• [Exercise requirements]: Print every record exactly.

• [Record extracts]:
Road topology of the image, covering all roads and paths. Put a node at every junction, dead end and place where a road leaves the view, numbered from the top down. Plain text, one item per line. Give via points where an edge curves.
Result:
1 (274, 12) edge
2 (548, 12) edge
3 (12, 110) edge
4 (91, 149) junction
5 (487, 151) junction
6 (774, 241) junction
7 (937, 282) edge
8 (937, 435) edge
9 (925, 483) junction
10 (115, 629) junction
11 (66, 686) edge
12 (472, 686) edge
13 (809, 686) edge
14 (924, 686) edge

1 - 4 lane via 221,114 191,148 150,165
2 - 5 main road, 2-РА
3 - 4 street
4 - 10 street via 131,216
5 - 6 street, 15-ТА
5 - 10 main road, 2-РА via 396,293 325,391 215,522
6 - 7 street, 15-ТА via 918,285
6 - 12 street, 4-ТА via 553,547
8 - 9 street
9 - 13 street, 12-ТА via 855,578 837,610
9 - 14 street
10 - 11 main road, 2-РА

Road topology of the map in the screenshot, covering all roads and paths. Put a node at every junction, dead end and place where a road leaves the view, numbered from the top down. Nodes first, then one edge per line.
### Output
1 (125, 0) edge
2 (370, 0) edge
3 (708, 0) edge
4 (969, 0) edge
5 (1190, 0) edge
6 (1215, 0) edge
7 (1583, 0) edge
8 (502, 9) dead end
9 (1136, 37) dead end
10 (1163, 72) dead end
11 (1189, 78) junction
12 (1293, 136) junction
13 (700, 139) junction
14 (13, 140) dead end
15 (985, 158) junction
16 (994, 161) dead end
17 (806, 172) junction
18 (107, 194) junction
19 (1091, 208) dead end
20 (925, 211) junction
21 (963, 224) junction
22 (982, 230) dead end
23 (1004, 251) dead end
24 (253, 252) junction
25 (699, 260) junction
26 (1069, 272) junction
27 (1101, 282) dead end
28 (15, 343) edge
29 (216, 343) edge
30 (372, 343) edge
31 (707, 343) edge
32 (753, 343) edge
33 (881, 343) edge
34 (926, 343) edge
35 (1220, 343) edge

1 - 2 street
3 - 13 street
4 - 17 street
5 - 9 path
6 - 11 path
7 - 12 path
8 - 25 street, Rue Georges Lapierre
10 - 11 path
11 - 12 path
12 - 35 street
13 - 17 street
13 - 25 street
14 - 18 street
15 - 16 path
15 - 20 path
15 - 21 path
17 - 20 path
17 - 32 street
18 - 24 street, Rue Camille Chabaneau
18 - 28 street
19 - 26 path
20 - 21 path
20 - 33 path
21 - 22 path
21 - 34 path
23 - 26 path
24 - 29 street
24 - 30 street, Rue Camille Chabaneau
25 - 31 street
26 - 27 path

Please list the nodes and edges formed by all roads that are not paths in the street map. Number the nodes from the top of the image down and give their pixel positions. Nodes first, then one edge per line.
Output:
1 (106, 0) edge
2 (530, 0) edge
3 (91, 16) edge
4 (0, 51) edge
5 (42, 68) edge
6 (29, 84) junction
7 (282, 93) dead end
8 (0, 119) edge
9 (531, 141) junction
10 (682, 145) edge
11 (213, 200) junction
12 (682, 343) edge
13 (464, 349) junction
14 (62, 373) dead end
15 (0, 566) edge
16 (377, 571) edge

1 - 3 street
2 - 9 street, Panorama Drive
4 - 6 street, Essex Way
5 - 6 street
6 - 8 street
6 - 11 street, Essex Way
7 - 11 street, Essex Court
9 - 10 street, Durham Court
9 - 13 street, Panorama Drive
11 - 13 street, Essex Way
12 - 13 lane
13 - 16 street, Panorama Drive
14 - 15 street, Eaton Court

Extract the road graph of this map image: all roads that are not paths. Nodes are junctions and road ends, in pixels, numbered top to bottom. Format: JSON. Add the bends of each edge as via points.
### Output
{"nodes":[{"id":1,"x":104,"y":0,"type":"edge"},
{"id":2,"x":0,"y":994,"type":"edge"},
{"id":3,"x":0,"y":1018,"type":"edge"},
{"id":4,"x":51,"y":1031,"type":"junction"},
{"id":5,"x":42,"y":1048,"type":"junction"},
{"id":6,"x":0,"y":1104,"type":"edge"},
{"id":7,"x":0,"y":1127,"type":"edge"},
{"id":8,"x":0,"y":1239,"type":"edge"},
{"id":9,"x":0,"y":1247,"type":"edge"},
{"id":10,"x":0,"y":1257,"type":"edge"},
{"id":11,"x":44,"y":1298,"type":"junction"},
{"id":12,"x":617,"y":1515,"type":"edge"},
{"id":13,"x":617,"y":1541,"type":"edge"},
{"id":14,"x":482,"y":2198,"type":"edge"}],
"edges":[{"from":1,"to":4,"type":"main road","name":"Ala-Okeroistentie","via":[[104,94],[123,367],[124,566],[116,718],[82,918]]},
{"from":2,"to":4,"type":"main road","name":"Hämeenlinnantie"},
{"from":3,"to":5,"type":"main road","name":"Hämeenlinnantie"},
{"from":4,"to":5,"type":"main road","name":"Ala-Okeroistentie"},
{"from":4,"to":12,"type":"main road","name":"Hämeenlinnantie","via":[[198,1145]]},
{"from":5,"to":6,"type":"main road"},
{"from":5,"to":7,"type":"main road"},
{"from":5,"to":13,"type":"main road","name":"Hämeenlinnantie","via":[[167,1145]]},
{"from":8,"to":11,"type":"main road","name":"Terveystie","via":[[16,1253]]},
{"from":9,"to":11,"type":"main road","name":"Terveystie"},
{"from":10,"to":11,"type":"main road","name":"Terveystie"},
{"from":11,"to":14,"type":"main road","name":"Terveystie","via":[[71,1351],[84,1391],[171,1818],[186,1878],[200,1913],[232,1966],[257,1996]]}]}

• [Reply]:
Road topology of the image, covering all roads and paths. Put a node at every junction, dead end and place where a road leaves the view, numbered from the top down. Plain text, one item per line. Give via points where an edge curves.
Result:
1 (274, 12) edge
2 (548, 12) edge
3 (12, 110) edge
4 (91, 149) junction
5 (487, 151) junction
6 (774, 241) junction
7 (937, 282) edge
8 (937, 435) edge
9 (925, 483) junction
10 (115, 629) junction
11 (66, 686) edge
12 (472, 686) edge
13 (809, 686) edge
14 (924, 686) edge

1 - 4 lane via 221,114 191,148 150,165
2 - 5 main road, 2-РА
3 - 4 street
4 - 10 street via 131,216
5 - 6 street, 15-ТА
5 - 10 main road, 2-РА via 396,293 325,391 215,522
6 - 7 street, 15-ТА via 918,285
6 - 12 street, 4-ТА via 553,547
8 - 9 street
9 - 13 street, 12-ТА via 855,578 837,610
9 - 14 street
10 - 11 main road, 2-РА

Road topology of the map in the screenshot, covering all roads and paths. Put a node at every junction, dead end and place where a road leaves the view, numbered from the top down. Nodes first, then one edge per line.
### Output
1 (125, 0) edge
2 (370, 0) edge
3 (708, 0) edge
4 (969, 0) edge
5 (1190, 0) edge
6 (1215, 0) edge
7 (1583, 0) edge
8 (502, 9) dead end
9 (1136, 37) dead end
10 (1163, 72) dead end
11 (1189, 78) junction
12 (1293, 136) junction
13 (700, 139) junction
14 (13, 140) dead end
15 (985, 158) junction
16 (994, 161) dead end
17 (806, 172) junction
18 (107, 194) junction
19 (1091, 208) dead end
20 (925, 211) junction
21 (963, 224) junction
22 (982, 230) dead end
23 (1004, 251) dead end
24 (253, 252) junction
25 (699, 260) junction
26 (1069, 272) junction
27 (1101, 282) dead end
28 (15, 343) edge
29 (216, 343) edge
30 (372, 343) edge
31 (707, 343) edge
32 (753, 343) edge
33 (881, 343) edge
34 (926, 343) edge
35 (1220, 343) edge

1 - 2 street
3 - 13 street
4 - 17 street
5 - 9 path
6 - 11 path
7 - 12 path
8 - 25 street, Rue Georges Lapierre
10 - 11 path
11 - 12 path
12 - 35 street
13 - 17 street
13 - 25 street
14 - 18 street
15 - 16 path
15 - 20 path
15 - 21 path
17 - 20 path
17 - 32 street
18 - 24 street, Rue Camille Chabaneau
18 - 28 street
19 - 26 path
20 - 21 path
20 - 33 path
21 - 22 path
21 - 34 path
23 - 26 path
24 - 29 street
24 - 30 street, Rue Camille Chabaneau
25 - 31 street
26 - 27 path

Please list the nodes and edges formed by all roads that are not paths in the street map. Number the nodes from the top of the image down and give their pixel positions. Nodes first, then one edge per line.
Output:
1 (106, 0) edge
2 (530, 0) edge
3 (91, 16) edge
4 (0, 51) edge
5 (42, 68) edge
6 (29, 84) junction
7 (282, 93) dead end
8 (0, 119) edge
9 (531, 141) junction
10 (682, 145) edge
11 (213, 200) junction
12 (682, 343) edge
13 (464, 349) junction
14 (62, 373) dead end
15 (0, 566) edge
16 (377, 571) edge

1 - 3 street
2 - 9 street, Panorama Drive
4 - 6 street, Essex Way
5 - 6 street
6 - 8 street
6 - 11 street, Essex Way
7 - 11 street, Essex Court
9 - 10 street, Durham Court
9 - 13 street, Panorama Drive
11 - 13 street, Essex Way
12 - 13 lane
13 - 16 street, Panorama Drive
14 - 15 street, Eaton Court

Extract the road graph of this map image: all roads that are not paths. Nodes are junctions and road ends, in pixels, numbered top to bottom. Format: JSON. Add the bends of each edge as via points.
### Output
{"nodes":[{"id":1,"x":104,"y":0,"type":"edge"},
{"id":2,"x":0,"y":994,"type":"edge"},
{"id":3,"x":0,"y":1018,"type":"edge"},
{"id":4,"x":51,"y":1031,"type":"junction"},
{"id":5,"x":42,"y":1048,"type":"junction"},
{"id":6,"x":0,"y":1104,"type":"edge"},
{"id":7,"x":0,"y":1127,"type":"edge"},
{"id":8,"x":0,"y":1239,"type":"edge"},
{"id":9,"x":0,"y":1247,"type":"edge"},
{"id":10,"x":0,"y":1257,"type":"edge"},
{"id":11,"x":44,"y":1298,"type":"junction"},
{"id":12,"x":617,"y":1515,"type":"edge"},
{"id":13,"x":617,"y":1541,"type":"edge"},
{"id":14,"x":482,"y":2198,"type":"edge"}],
"edges":[{"from":1,"to":4,"type":"main road","name":"Ala-Okeroistentie","via":[[104,94],[123,367],[124,566],[116,718],[82,918]]},
{"from":2,"to":4,"type":"main road","name":"Hämeenlinnantie"},
{"from":3,"to":5,"type":"main road","name":"Hämeenlinnantie"},
{"from":4,"to":5,"type":"main road","name":"Ala-Okeroistentie"},
{"from":4,"to":12,"type":"main road","name":"Hämeenlinnantie","via":[[198,1145]]},
{"from":5,"to":6,"type":"main road"},
{"from":5,"to":7,"type":"main road"},
{"from":5,"to":13,"type":"main road","name":"Hämeenlinnantie","via":[[167,1145]]},
{"from":8,"to":11,"type":"main road","name":"Terveystie","via":[[16,1253]]},
{"from":9,"to":11,"type":"main road","name":"Terveystie"},
{"from":10,"to":11,"type":"main road","name":"Terveystie"},
{"from":11,"to":14,"type":"main road","name":"Terveystie","via":[[71,1351],[84,1391],[171,1818],[186,1878],[200,1913],[232,1966],[257,1996]]}]}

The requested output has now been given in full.